> [Extracted data]

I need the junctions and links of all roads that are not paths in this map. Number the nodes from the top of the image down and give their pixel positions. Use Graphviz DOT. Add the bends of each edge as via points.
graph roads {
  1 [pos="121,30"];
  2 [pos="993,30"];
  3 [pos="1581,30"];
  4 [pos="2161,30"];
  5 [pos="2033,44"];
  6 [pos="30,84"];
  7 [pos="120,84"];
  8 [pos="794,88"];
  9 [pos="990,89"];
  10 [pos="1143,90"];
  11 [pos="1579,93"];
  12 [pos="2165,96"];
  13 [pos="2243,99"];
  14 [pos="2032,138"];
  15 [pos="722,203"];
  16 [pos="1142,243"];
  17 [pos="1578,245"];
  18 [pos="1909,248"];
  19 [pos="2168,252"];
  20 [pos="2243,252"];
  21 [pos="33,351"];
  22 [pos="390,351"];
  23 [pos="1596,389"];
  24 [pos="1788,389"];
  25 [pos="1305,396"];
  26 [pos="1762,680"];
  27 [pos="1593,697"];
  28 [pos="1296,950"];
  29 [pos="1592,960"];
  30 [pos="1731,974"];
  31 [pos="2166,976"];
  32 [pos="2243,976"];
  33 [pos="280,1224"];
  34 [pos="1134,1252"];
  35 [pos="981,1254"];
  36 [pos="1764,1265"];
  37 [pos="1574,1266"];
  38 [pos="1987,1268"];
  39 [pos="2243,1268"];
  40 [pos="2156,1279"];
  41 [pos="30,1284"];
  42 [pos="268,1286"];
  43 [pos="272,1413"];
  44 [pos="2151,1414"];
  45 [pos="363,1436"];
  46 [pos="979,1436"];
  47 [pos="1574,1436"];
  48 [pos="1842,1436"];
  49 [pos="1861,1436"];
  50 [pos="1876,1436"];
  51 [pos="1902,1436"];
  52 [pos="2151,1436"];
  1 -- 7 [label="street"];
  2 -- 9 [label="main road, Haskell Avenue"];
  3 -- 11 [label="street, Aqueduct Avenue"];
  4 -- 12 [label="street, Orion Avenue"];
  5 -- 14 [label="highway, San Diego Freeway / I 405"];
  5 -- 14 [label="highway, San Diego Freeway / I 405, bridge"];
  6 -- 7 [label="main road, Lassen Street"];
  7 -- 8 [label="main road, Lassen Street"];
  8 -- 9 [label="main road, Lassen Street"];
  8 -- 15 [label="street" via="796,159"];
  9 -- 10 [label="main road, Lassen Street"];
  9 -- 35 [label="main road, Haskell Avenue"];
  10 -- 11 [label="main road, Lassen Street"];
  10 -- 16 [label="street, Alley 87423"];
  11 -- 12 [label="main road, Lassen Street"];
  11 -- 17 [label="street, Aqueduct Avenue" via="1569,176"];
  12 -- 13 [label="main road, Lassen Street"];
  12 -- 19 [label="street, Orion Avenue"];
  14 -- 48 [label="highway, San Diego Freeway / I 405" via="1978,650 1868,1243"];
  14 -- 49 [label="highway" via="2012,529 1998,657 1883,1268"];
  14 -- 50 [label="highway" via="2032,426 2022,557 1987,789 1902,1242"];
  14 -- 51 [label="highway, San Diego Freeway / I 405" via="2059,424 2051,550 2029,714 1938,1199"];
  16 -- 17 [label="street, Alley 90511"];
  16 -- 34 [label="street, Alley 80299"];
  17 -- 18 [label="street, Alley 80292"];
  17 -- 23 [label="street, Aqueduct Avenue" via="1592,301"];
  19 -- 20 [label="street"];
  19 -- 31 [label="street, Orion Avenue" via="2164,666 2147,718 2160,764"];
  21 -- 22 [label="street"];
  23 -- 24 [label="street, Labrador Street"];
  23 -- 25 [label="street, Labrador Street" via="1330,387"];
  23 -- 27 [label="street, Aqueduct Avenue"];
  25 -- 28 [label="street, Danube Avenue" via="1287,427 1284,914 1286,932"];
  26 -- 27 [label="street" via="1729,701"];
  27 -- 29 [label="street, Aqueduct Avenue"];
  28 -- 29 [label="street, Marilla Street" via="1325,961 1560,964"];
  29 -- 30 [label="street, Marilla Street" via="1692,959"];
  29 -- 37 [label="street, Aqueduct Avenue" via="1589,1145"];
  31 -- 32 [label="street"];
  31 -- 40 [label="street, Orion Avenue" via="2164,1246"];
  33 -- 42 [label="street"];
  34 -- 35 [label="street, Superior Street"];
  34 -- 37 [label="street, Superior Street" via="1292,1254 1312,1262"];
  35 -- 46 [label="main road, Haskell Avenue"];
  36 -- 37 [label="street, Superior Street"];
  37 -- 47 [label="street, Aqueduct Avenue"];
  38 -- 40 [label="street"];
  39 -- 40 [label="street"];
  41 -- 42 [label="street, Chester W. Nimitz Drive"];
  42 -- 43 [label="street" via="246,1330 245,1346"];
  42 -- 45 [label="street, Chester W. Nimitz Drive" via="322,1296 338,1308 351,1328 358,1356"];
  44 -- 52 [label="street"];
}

> [Problem details] The full listing is to be restated word for word.

> [Your solution]
I need the junctions and links of all roads that are not paths in this map. Number the nodes from the top of the image down and give their pixel positions. Use Graphviz DOT. Add the bends of each edge as via points.
graph roads {
  1 [pos="121,30"];
  2 [pos="993,30"];
  3 [pos="1581,30"];
  4 [pos="2161,30"];
  5 [pos="2033,44"];
  6 [pos="30,84"];
  7 [pos="120,84"];
  8 [pos="794,88"];
  9 [pos="990,89"];
  10 [pos="1143,90"];
  11 [pos="1579,93"];
  12 [pos="2165,96"];
  13 [pos="2243,99"];
  14 [pos="2032,138"];
  15 [pos="722,203"];
  16 [pos="1142,243"];
  17 [pos="1578,245"];
  18 [pos="1909,248"];
  19 [pos="2168,252"];
  20 [pos="2243,252"];
  21 [pos="33,351"];
  22 [pos="390,351"];
  23 [pos="1596,389"];
  24 [pos="1788,389"];
  25 [pos="1305,396"];
  26 [pos="1762,680"];
  27 [pos="1593,697"];
  28 [pos="1296,950"];
  29 [pos="1592,960"];
  30 [pos="1731,974"];
  31 [pos="2166,976"];
  32 [pos="2243,976"];
  33 [pos="280,1224"];
  34 [pos="1134,1252"];
  35 [pos="981,1254"];
  36 [pos="1764,1265"];
  37 [pos="1574,1266"];
  38 [pos="1987,1268"];
  39 [pos="2243,1268"];
  40 [pos="2156,1279"];
  41 [pos="30,1284"];
  42 [pos="268,1286"];
  43 [pos="272,1413"];
  44 [pos="2151,1414"];
  45 [pos="363,1436"];
  46 [pos="979,1436"];
  47 [pos="1574,1436"];
  48 [pos="1842,1436"];
  49 [pos="1861,1436"];
  50 [pos="1876,1436"];
  51 [pos="1902,1436"];
  52 [pos="2151,1436"];
  1 -- 7 [label="street"];
  2 -- 9 [label="main road, Haskell Avenue"];
  3 -- 11 [label="street, Aqueduct Avenue"];
  4 -- 12 [label="street, Orion Avenue"];
  5 -- 14 [label="highway, San Diego Freeway / I 405"];
  5 -- 14 [label="highway, San Diego Freeway / I 405, bridge"];
  6 -- 7 [label="main road, Lassen Street"];
  7 -- 8 [label="main road, Lassen Street"];
  8 -- 9 [label="main road, Lassen Street"];
  8 -- 15 [label="street" via="796,159"];
  9 -- 10 [label="main road, Lassen Street"];
  9 -- 35 [label="main road, Haskell Avenue"];
  10 -- 11 [label="main road, Lassen Street"];
  10 -- 16 [label="street, Alley 87423"];
  11 -- 12 [label="main road, Lassen Street"];
  11 -- 17 [label="street, Aqueduct Avenue" via="1569,176"];
  12 -- 13 [label="main road, Lassen Street"];
  12 -- 19 [label="street, Orion Avenue"];
  14 -- 48 [label="highway, San Diego Freeway / I 405" via="1978,650 1868,1243"];
  14 -- 49 [label="highway" via="2012,529 1998,657 1883,1268"];
  14 -- 50 [label="highway" via="2032,426 2022,557 1987,789 1902,1242"];
  14 -- 51 [label="highway, San Diego Freeway / I 405" via="2059,424 2051,550 2029,714 1938,1199"];
  16 -- 17 [label="street, Alley 90511"];
  16 -- 34 [label="street, Alley 80299"];
  17 -- 18 [label="street, Alley 80292"];
  17 -- 23 [label="street, Aqueduct Avenue" via="1592,301"];
  19 -- 20 [label="street"];
  19 -- 31 [label="street, Orion Avenue" via="2164,666 2147,718 2160,764"];
  21 -- 22 [label="street"];
  23 -- 24 [label="street, Labrador Street"];
  23 -- 25 [label="street, Labrador Street" via="1330,387"];
  23 -- 27 [label="street, Aqueduct Avenue"];
  25 -- 28 [label="street, Danube Avenue" via="1287,427 1284,914 1286,932"];
  26 -- 27 [label="street" via="1729,701"];
  27 -- 29 [label="street, Aqueduct Avenue"];
  28 -- 29 [label="street, Marilla Street" via="1325,961 1560,964"];
  29 -- 30 [label="street, Marilla Street" via="1692,959"];
  29 -- 37 [label="street, Aqueduct Avenue" via="1589,1145"];
  31 -- 32 [label="street"];
  31 -- 40 [label="street, Orion Avenue" via="2164,1246"];
  33 -- 42 [label="street"];
  34 -- 35 [label="street, Superior Street"];
  34 -- 37 [label="street, Superior Street" via="1292,1254 1312,1262"];
  35 -- 46 [label="main road, Haskell Avenue"];
  36 -- 37 [label="street, Superior Street"];
  37 -- 47 [label="street, Aqueduct Avenue"];
  38 -- 40 [label="street"];
  39 -- 40 [label="street"];
  41 -- 42 [label="street, Chester W. Nimitz Drive"];
  42 -- 43 [label="street" via="246,1330 245,1346"];
  42 -- 45 [label="street, Chester W. Nimitz Drive" via="322,1296 338,1308 351,1328 358,1356"];
  44 -- 52 [label="street"];
}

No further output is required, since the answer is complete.